Not True Flycatchers.

It is well known that there are quite a number of birds which are not scientifically recognized as true fly-catchers, but are inordinately fond of varying their menu with these flying-atoms of the air.

The song sparrow is one of the number, as the habit is a common one with most of his numerous kindred, although none of them are primarily real fly-catchers.

You students have no doubt frequently seen one of those little chipping sparrows so common about the grassy borders of all our woods, in pursuit of some gauzy-winged bug it has routed from the grass, and juncos make it a daily sport of springing into the air and capturing many of the aerial little voyagers over our summer fields.

All of these birds have the short, sharp, powerful beak of the sparrow tribe, which was given them for cracking the shells of seeds.

All bird structures are correlated with their diet and their habits, and it is probably the birds mein that determines the structure, more than the latter bears upon their dominant characteristics.

The true fly-catchers, and we saw scores of them that Sunday morn, include the delightful tiny wood pewee, whose sad little plaint is all was greeting you in the quiet of the summer woods; the phoebe, who is prone to build its home beneath some old bridge or about the farms' outbuildings, is another, while the king bird, white-breasted, silvery piped, and bold, defiant and aggressive, is the bonafide monarch of them all. All of these varieties have large heads, bulky shoulders and, broad flat beaks, with hairy bristles, protruding from the base of their mandibles.

Our Busy Bee Bird.

The king bird will sit motionless, but always keenly alert, upon the top-most rail of an old fence, tall mullein stalk or other perch of vantage, until some unwary insectivorous victim comes whirring within the boundaries of his pasturage, when out he darts in pursuit. So adept is he, that it is many seconds before he has overtaken his quarry, seized it in the air, with an audible click of the bill, and in a sweeping curve returns to his watchtower to enjoy the fruits of his prowess.
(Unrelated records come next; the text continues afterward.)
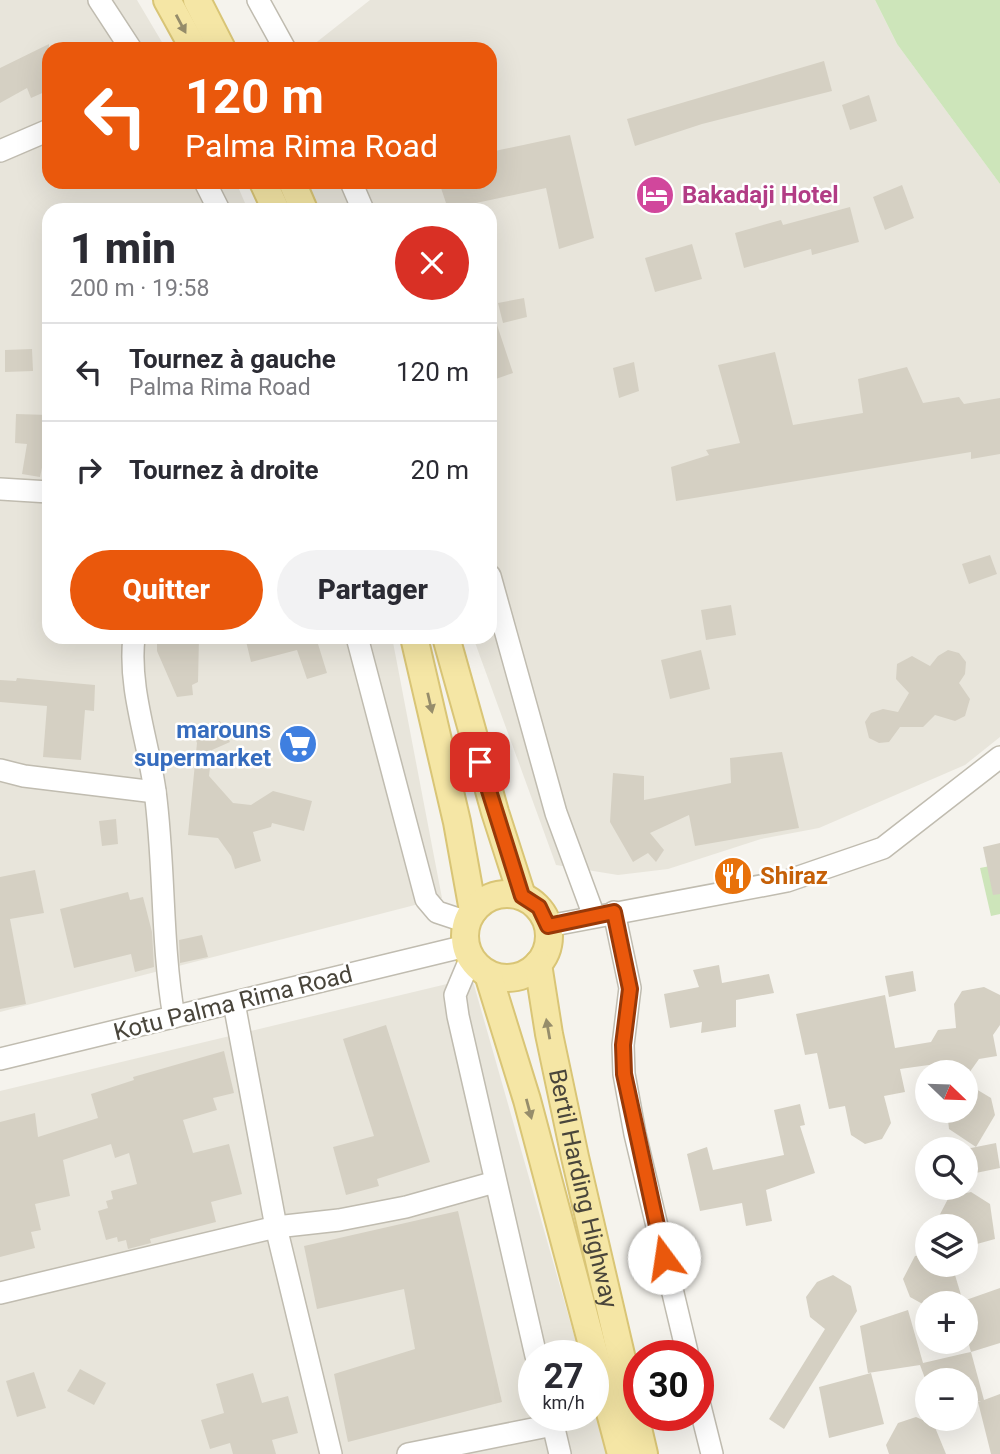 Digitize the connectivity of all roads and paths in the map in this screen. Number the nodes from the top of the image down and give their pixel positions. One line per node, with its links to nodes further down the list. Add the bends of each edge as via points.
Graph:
1 (99, 0): 5 (street)
2 (167, 0): 6 (main road, one-way to 6)
3 (197, 0): 7 (main road)
4 (258, 0): 8 (street)
5 (126, 42)
6 (190, 42)
7 (218, 42)
8 (281, 42)
9 (42, 133): 10 (street)
10 (0, 151)
11 (0, 489): 12 (street)
12 (42, 492)
13 (497, 601): 22 (street, via 556,813)
14 (133, 644): 20 (street, via 131,662)
15 (359, 644): 24 (street, via 426,899)
16 (416, 644): 24 (main road, Bertil Harding Highway, one-way to 24, via 457,822)
17 (448, 644): 21 (main road)
18 (1000, 757): 22 (street, via 883,848 786,881)
19 (0, 770): 20 (street)
20 (155, 792): 27 (street)
21 (522, 896): 23 (main road, via 539,907); 24 (main road, via 491,896)
22 (604, 914): 23 (street); 33 (street, via 630,989 624,1074)
23 (548, 926): 25 (main road, Bertil Harding Highway, via 548,946)
24 (473, 942): 25 (main road, via 512,978); 26 (street, Kotu Palma Rima Road); 29 (street, via 455,995); 40 (main road, Bertil Harding Highway, one-way to 40, via 527,1100)
25 (538, 964): 41 (main road, Bertil Harding Highway, one-way to 25, via 575,1157)
26 (234, 1003): 27 (street, Kotu Palma Rima Road); 30 (street)
27 (174, 1017): 28 (street, Kotu Palma Rima Road)
28 (0, 1059)
29 (495, 1182): 30 (street, via 406,1207); 32 (street)
30 (276, 1227): 31 (street); 37 (street)
31 (0, 1293)
32 (532, 1340)
33 (684, 1340)
34 (518, 1429): 38 (street)
35 (554, 1431): 39 (street)
36 (706, 1431): 42 (street)
37 (331, 1454)
38 (408, 1454)
39 (560, 1454)
40 (621, 1454)
41 (644, 1454)
42 (712, 1454)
Between the accuracy of all the operations of the king bird - or bee bird, as he is more commonly called here - and that of the always ludicrous imitations of the false flycatcher, there is almost every intergradation among such as those more or less wholly dependent on their skill in the capture of the all but invisible insects, which fairly blend with the infusoria of the air, for their daily maintenance.